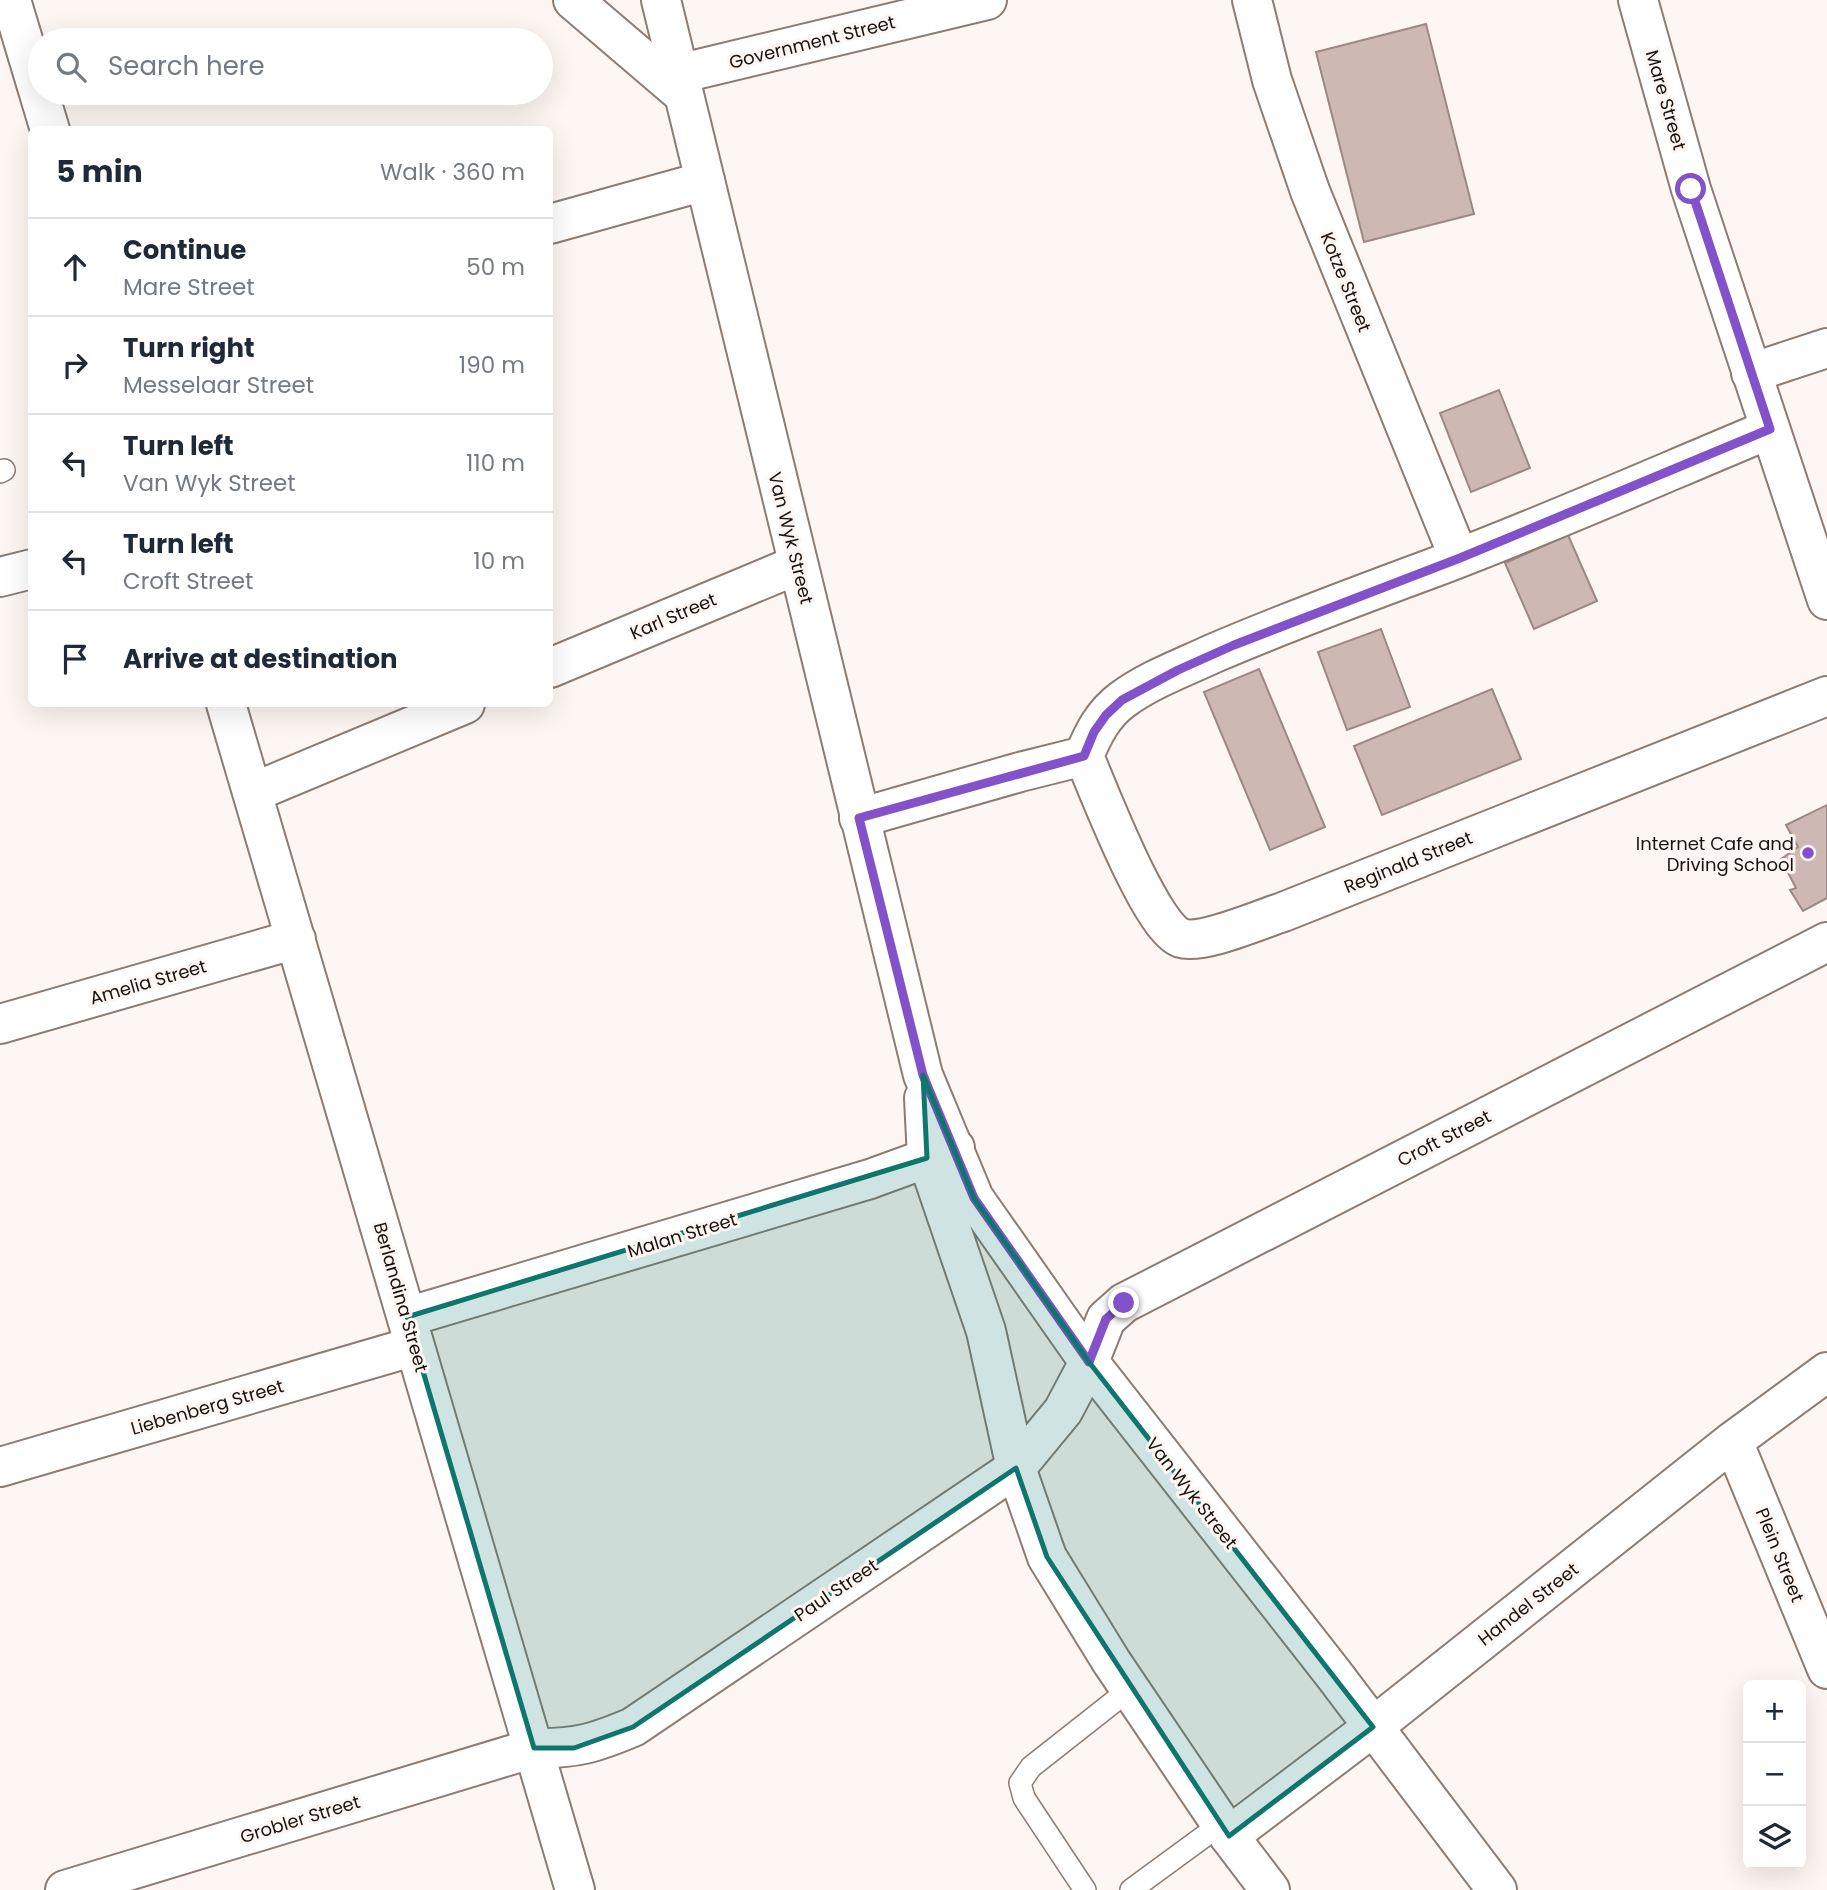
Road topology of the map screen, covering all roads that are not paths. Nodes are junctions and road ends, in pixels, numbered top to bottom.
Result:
1 (11, 0) edge
2 (573, 0) edge
3 (661, 0) edge
4 (987, 0) edge
5 (1252, 0) edge
6 (1638, 0) edge
7 (28, 57) edge
8 (680, 84) junction
9 (42, 105) edge
10 (49, 126) edge
11 (705, 181) junction
12 (553, 223) edge
13 (1827, 348) edge
14 (1751, 373) junction
15 (1770, 429) junction
16 (1460, 558) junction
17 (797, 565) junction
18 (28, 570) edge
19 (0, 577) edge
20 (1827, 600) edge
21 (553, 667) edge
22 (1827, 696) edge
23 (227, 707) edge
24 (458, 707) edge
25 (1084, 756) junction
26 (254, 792) junction
27 (859, 818) junction
28 (296, 939) junction
29 (1827, 942) edge
30 (0, 1024) edge
31 (941, 1153) junction
32 (411, 1332) junction
33 (1089, 1362) junction
34 (1827, 1372) edge
35 (1733, 1441) junction
36 (0, 1467) edge
37 (1016, 1468) junction
38 (1827, 1669) edge
39 (1130, 1689) junction
40 (1373, 1727) junction
41 (534, 1748) junction
42 (1225, 1830) junction
43 (65, 1890) edge
44 (575, 1890) edge
45 (1085, 1890) edge
46 (1131, 1890) edge
47 (1270, 1890) edge
48 (1497, 1890) edge

1 - 7 street
2 - 8 street
3 - 8 street, Van Wyk Street
4 - 8 street, Government Street
5 - 16 street, Kotze Street
6 - 14 street, Mare Street
8 - 11 street, Van Wyk Street
9 - 10 street
11 - 12 street
11 - 17 street, Van Wyk Street
13 - 14 street
14 - 15 street, Mare Street
15 - 16 street
15 - 20 street, Mare Street
16 - 25 street
17 - 21 street, Karl Street
17 - 27 street, Van Wyk Street
18 - 19 street
22 - 25 street, Reginald Street
23 - 26 street, Berlandina Street
24 - 26 street
25 - 27 street
26 - 28 street, Berlandina Street
27 - 31 street, Van Wyk Street
28 - 30 street, Amelia Street
28 - 32 street, Berlandina Street
29 - 33 street, Croft Street
31 - 32 street, Malan Street
31 - 33 street, Van Wyk Street
31 - 37 street, Van Wyk Street
32 - 36 street, Liebenberg Street
32 - 41 street, Berlandina Street
33 - 37 street, Paul Street
33 - 40 street, Van Wyk Street
34 - 35 street, Handel Street
35 - 38 street, Plein Street
35 - 40 street, Handel Street
37 - 39 street, Van Wyk Street
37 - 41 street, Paul Street
39 - 42 street, Van Wyk Street
39 - 45 lane
40 - 42 street, Handel Street
40 - 48 street, Van Wyk Street
41 - 43 street, Grobler Street
41 - 44 street, Berlandina Street
42 - 46 lane
42 - 47 street, Van Wyk Street

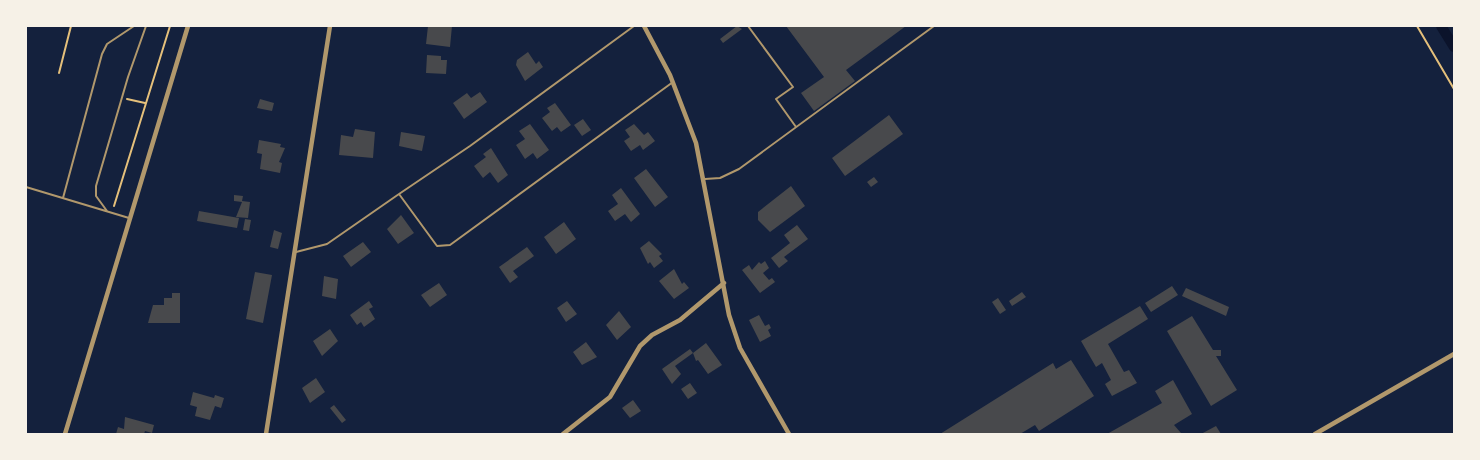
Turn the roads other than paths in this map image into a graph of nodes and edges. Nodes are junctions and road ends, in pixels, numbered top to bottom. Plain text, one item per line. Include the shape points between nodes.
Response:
1 (134, 26) edge
2 (146, 26) edge
3 (188, 26) edge
4 (330, 26) edge
5 (634, 26) edge
6 (644, 26) edge
7 (748, 26) edge
8 (934, 26) edge
9 (673, 82) junction
10 (796, 128) junction
11 (705, 179) junction
12 (26, 187) edge
13 (399, 194) junction
14 (63, 198) junction
15 (107, 211) junction
16 (130, 218) junction
17 (295, 252) junction
18 (724, 283) junction
19 (1455, 354) edge
20 (65, 435) edge
21 (266, 435) edge
22 (563, 435) edge
23 (789, 435) edge
24 (1315, 435) edge

1 - 14 lane via 107,44 102,54
2 - 15 lane via 96,186 96,196
3 - 16 street
4 - 17 street
5 - 13 lane
6 - 9 street
7 - 10 lane via 793,87 776,99
8 - 10 lane
9 - 11 street
9 - 13 lane via 443,248 437,246
10 - 11 lane via 733,172
11 - 18 street
12 - 14 lane
13 - 17 lane via 327,244
14 - 15 lane
15 - 16 lane
16 - 20 street
17 - 21 street
18 - 22 street via 680,320 640,346 610,397
18 - 23 street via 740,348
19 - 24 street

════

▶ [Activity] Filter the entries above down to the lines that hold the word "Handel", and copy those lines.

▶ [Output of the task]
34 - 35 street, Handel Street
35 - 40 street, Handel Street
40 - 42 street, Handel Street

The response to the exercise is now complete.